In accordance with the process of the invention, laundering of stained and/or soiled materials is affected by contacting such materials with an aqueous solution of the above-defined liquid detergent compositions.
The described liquid detergent is a commericially acceptable heavy duty laundry detergent, capable of satisfactorily cleaning laundry items containing both oily and particulate soils. Additionally, the described compositions may be employed for the pre-treatment of badly soiled areas, such as collars and cuffs, of items to be laundered.
The present invention is predicated upon the discovery of a three component enzyme stabilizing system as herein defined which provides an enzyme stabilizing effect to the liquid detergent compositions of the invention far in excess of that which can be achieved with conventional enzyme stabilizers. The enzyme stabilizing effect thus achieved reflects a synergy among the three components. In accordance with the invention, the enzyme stability provided by a mixture of glycerine and borax or a mixture of borax and a dicarboxylic acid as disclosed in the prior art can be synergistically improved by the use of the three component stabilizing system herein defined in the present liquid compositions so as to raise the level of enzyme stability significantly above that provided by either the mixture of glycerine and borax or the mixture of borax and dicarboxylic acid when used independently of each other as enzyme stabilizers. For commercial purposes, a desirable enzyme stability generally corresponds to about a half-life of one week at a temperature of 110° F.

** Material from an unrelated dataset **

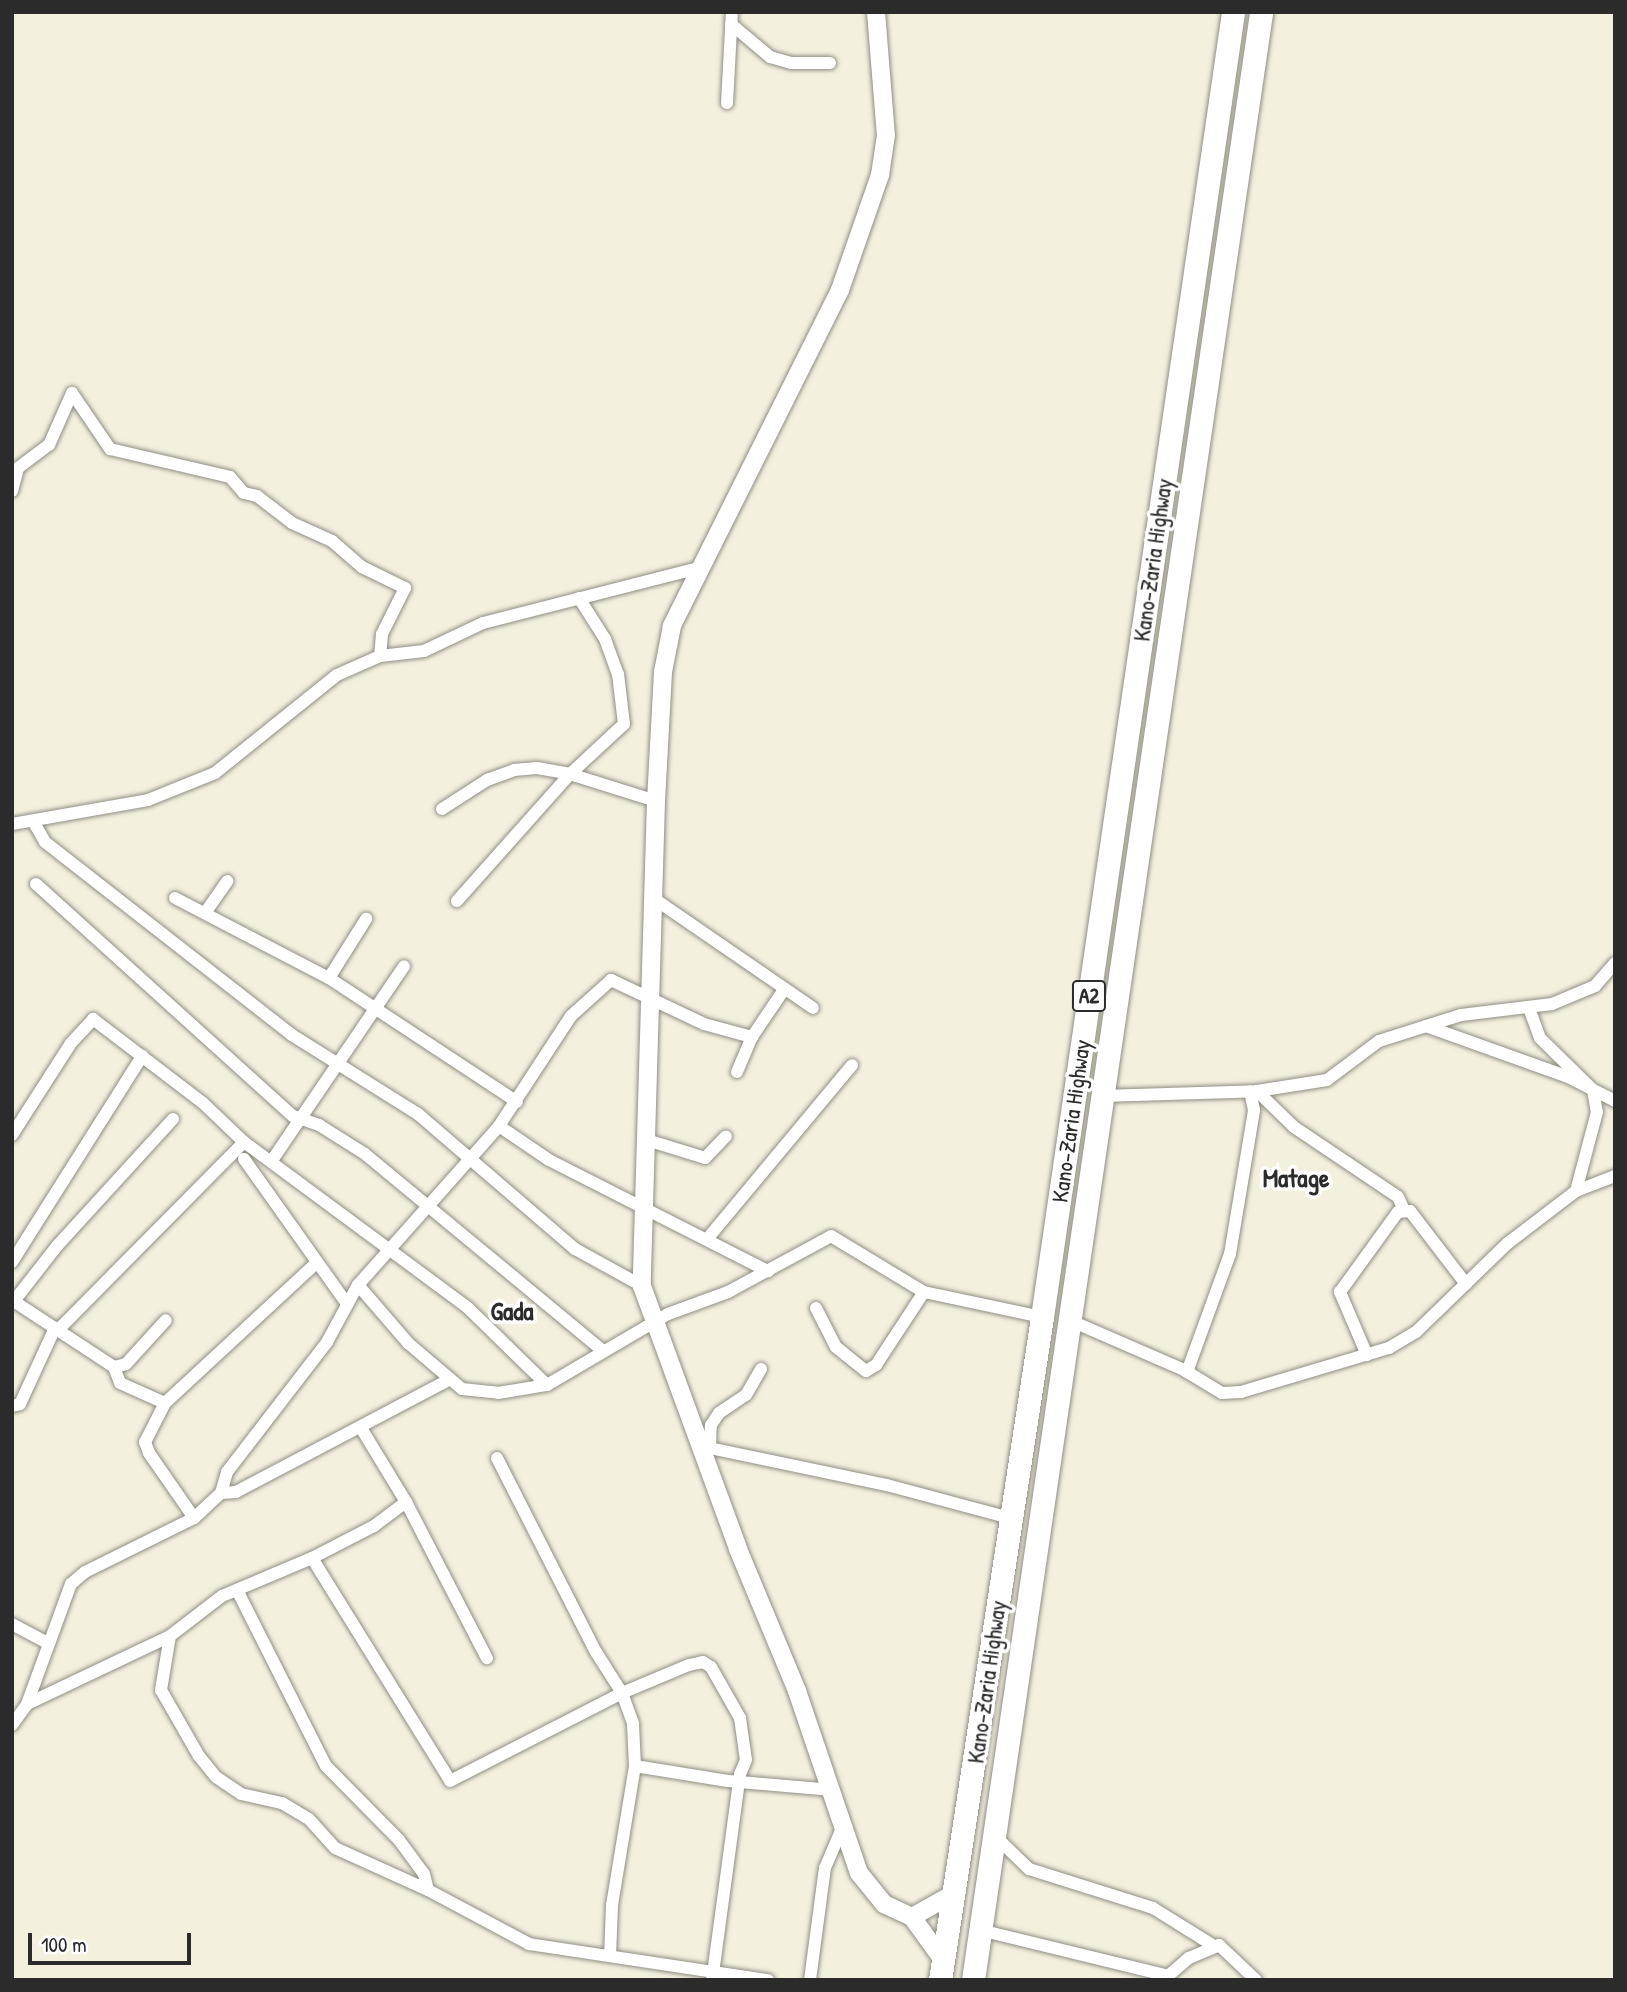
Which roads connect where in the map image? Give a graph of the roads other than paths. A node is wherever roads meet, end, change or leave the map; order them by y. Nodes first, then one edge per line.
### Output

The enzyme stabilizing system of the invention is a mixture of glycerine, a boron compound selected from among boric acid, boric oxide and an alkali metal borate and a carboxylic acid compound as herein defined. The weight of the stabilizing system in the present built liquid detergent compositions is generally from about 3 to 25%, preferably about 6 to 15%, by weight. The weight ratio of glycerine to borax in the stabilizing mixtures is generally from about 1 to 3. The preferred amount of glycerine in the composition is from about 3 to 7%, the preferred amount of boron compound is from about 1 to 5%, and the preferred amount of carboxylic compound is from about 0.5 to 4% based on the weight of the composition.

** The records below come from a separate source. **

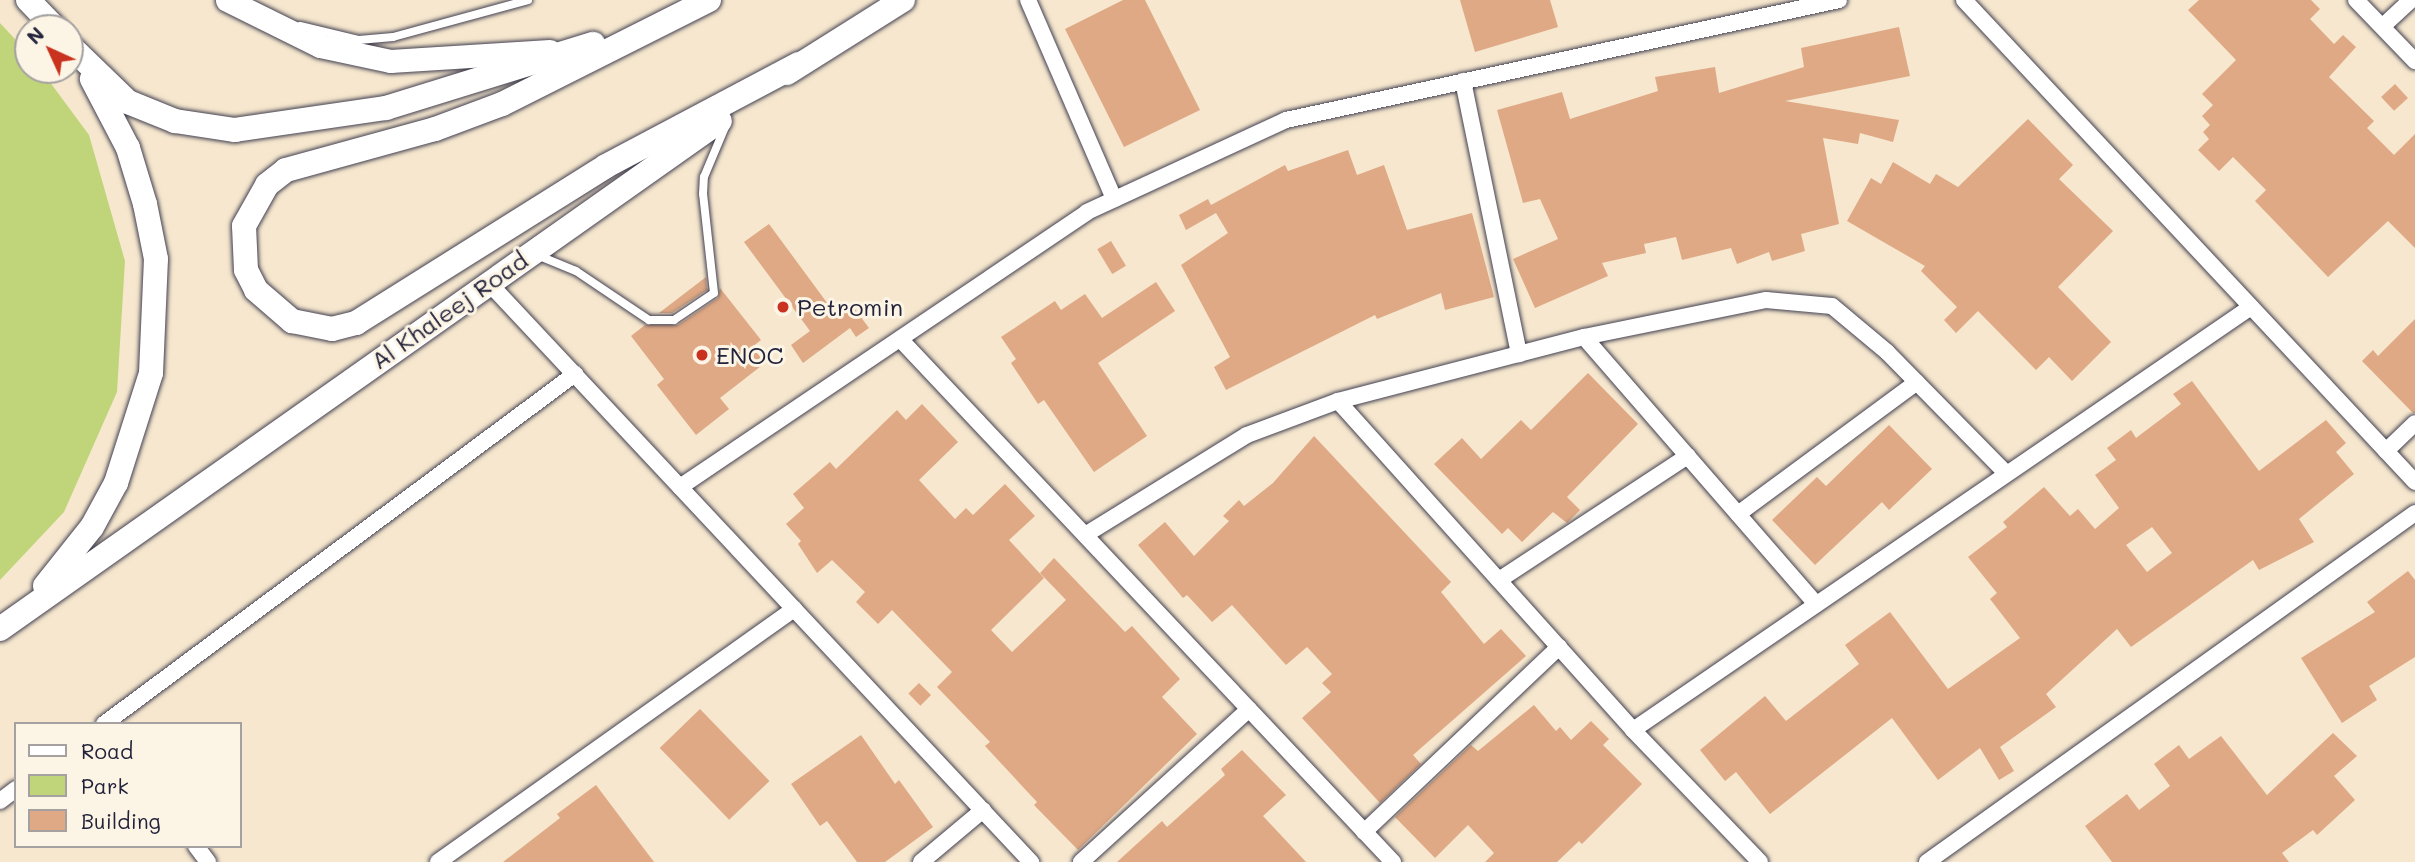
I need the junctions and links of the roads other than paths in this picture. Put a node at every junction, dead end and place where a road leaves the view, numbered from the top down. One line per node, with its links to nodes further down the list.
1 (28, 0): 11 (main road)
2 (227, 0): 12 (street)
3 (528, 0): 12 (lane)
4 (706, 0): 14 (main road); 17 (main road)
5 (903, 0): 17 (main road, Al Khaleej Road)
6 (1028, 0): 21 (street)
7 (1839, 0): 19 (street)
8 (1964, 0): 24 (street)
9 (2356, 0): 13 (street)
10 (2411, 0): 13 (street)
11 (42, 14)
12 (251, 14): 14 (street)
13 (2383, 26): 16 (street)
14 (582, 48): 15 (main road)
15 (84, 60)
16 (2415, 61)
17 (799, 64): 20 (main road, Al Khaleej Road)
18 (84, 70): 43 (main road)
19 (1463, 81): 21 (street); 27 (street)
20 (731, 113): 22 (main road, Al Khaleej Road); 22 (lane)
21 (1114, 199): 26 (street)
22 (531, 252): 23 (main road, Al Khaleej Road)
23 (488, 282): 28 (street); 43 (main road, Al Khaleej Road)
24 (2251, 307): 32 (street); 34 (street)
25 (1584, 337): 27 (street); 29 (street); 33 (street)
26 (900, 339): 36 (street); 39 (street)
27 (1519, 354): 30 (street)
28 (575, 374): 36 (street); 46 (street)
29 (1917, 382): 34 (street); 38 (street)
30 (1338, 401): 39 (street); 40 (street)
31 (2415, 423): 32 (street)
32 (2386, 451): 35 (street)
33 (1688, 456): 38 (street); 40 (street)
34 (2006, 473): 41 (street)
35 (2415, 482)
36 (680, 487): 42 (street)
37 (2415, 513): 56 (street)
38 (1738, 514): 41 (street)
39 (1086, 535): 45 (street)
40 (1499, 580): 44 (street)
41 (1816, 604): 47 (street)
42 (794, 609): 48 (street); 50 (street)
43 (0, 627)
44 (1559, 647): 47 (street); 49 (street)
45 (1249, 709): 49 (street); 53 (street)
46 (106, 722)
47 (1633, 730): 55 (street)
48 (983, 810): 51 (street); 52 (street)
49 (1364, 832): 54 (street)
50 (438, 862)
51 (921, 862)
52 (1031, 862)
53 (1081, 862)
54 (1393, 862)
55 (1760, 862)
56 (1927, 862)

The carboxylic acid compounds which are useful in the enzyme stabilizing system of the invention encompass saturated as well as unsaturated mono, di and polycarboxylic acids having 2 to 8 carbon atoms except for acetic and propionic acids. Included among this group are oxalic acid (HOOCCOOH), malonic acid (HOOCCH2 COOH), maleic acid (HOOCCH:CHCOOH) and succinic acid (HOOCCH2 CH2 COOH). The carboxylic acids may contain hydroxy or amino substituents as exemplified by malic acid (HOOCCHOHCH2 COOH), tartaric acid (dihydroxysuccinic acid), aspartic acid (amino succinic acid) and citric acid. Preferred carboxylic acids of the invention are succinic acid, maleic acid, malonic acid and malic acid. From a commercial standpoint, a particularly preferred carboxylic acid compound is citric acid and/or its salts because of their relatively low cost.
The alkaline proteolytic enzymes suitable for the present compositions include the various commercial liquid enzyme preparations which have been adapted for use in detergent compositions. Enzyme preparations in powdered form are also useful although, as a general rule, less convenient for incorporation into the built liquid detergent compositions. Thus, suitable liquid enzyme preparations include "Alcalase" and "Esperase" sold by Novo Industries, Copenhagen, Denmark, and "Maxatase" and "AZ-Protease" sold by Gist-Brocades, Delft, The Netherlands.
Among the suitable α-amylase liquid enzyme preparations are those sold by Novo Industries and Gist-Brocades under the tradenames "Termamyl" and "Maxamyl", respectively.
"Esperase" is particularly preferred for the present compositions because of its optimized activity at the higher pH values corresponding to the built detergent compositions.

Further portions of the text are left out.